En la vista oral tenía que ofrecer algún elemento novedoso que ayudara a comprender el porqué de su cambio de versión. Las primeras declaraciones obedecerían al estado de enamoramiento. Las segundas, al arrepentimiento provocado por su mala conciencia, y las últimas y definitivas del juicio, al desengaño sufrido y al sentimiento de traición. Para ello, ya en los momentos finales ante el tribunal, resolvió contar  lo de la asistenta y proponer a ésta como testigo de las relaciones extraconyugales de José. La jugada fue perfecta. No había más que mirar la cara de los componentes del jurado. La sentencia, por último, cumplió sus expectativas. Quince años de cárcel para su marido y la absolución para ella. La venganza estaba servida. A partir de ahora no tendría más relación con José ni le daría ninguna explicación del porqué de sus actos.

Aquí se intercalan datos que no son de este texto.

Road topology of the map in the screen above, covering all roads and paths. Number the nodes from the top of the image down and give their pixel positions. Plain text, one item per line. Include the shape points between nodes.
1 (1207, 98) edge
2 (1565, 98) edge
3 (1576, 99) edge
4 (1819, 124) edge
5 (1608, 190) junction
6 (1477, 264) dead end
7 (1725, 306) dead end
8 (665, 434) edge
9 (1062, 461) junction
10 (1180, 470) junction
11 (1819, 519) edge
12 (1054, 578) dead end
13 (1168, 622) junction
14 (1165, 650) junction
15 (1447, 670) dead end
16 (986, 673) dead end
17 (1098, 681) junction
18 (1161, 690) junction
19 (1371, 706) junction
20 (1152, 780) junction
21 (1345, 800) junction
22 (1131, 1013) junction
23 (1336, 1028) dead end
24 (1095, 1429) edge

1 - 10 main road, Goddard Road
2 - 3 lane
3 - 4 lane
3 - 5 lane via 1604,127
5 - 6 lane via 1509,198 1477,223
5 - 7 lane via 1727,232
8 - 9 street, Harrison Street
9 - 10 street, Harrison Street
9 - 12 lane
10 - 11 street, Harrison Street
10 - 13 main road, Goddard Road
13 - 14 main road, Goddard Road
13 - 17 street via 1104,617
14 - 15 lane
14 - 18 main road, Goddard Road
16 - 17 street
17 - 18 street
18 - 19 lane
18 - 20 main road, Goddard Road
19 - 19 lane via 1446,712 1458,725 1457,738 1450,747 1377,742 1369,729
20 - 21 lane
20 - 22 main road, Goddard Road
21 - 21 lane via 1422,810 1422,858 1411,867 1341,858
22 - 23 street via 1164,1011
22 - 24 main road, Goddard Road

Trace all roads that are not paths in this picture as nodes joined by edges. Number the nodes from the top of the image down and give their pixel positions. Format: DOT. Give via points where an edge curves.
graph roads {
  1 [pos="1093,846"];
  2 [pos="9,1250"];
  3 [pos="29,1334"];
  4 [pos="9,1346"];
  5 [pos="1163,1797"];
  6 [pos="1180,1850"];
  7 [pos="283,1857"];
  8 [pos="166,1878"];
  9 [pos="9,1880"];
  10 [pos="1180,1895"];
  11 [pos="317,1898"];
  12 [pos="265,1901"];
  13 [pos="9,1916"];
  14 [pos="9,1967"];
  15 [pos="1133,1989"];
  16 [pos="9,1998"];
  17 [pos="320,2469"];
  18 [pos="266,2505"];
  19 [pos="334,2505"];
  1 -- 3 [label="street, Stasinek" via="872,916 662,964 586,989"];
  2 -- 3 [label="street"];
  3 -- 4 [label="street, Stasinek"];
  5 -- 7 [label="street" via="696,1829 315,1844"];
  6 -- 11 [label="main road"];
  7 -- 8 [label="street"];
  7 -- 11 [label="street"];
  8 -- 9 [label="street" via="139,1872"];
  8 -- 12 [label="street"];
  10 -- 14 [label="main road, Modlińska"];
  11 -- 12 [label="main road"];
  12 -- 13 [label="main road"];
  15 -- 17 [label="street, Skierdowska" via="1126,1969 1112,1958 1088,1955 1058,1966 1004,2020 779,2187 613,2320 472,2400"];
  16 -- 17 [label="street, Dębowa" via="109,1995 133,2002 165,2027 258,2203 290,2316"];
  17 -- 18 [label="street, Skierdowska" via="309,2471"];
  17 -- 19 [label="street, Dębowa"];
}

Con ello añadiría un punto más de sufrimiento a su situación. Se vería encerrado, sin futuro, y además, aunque presumiera las razones, nunca obtendría de su parte una confirmación de las mismas. Estaría en el infierno sin la certeza de la causa.

Blanca retomó su vida volviendo a sus quehaceres profesionales y, con el apoyo de su familia, reinició sus contactos sociales. Sus relaciones con el otro sexo fueron poco a poco recuperándose, aunque esta vez desde la atalaya del control y la frialdad. Nadie, nunca, la volvería a herir como lo habían hecho.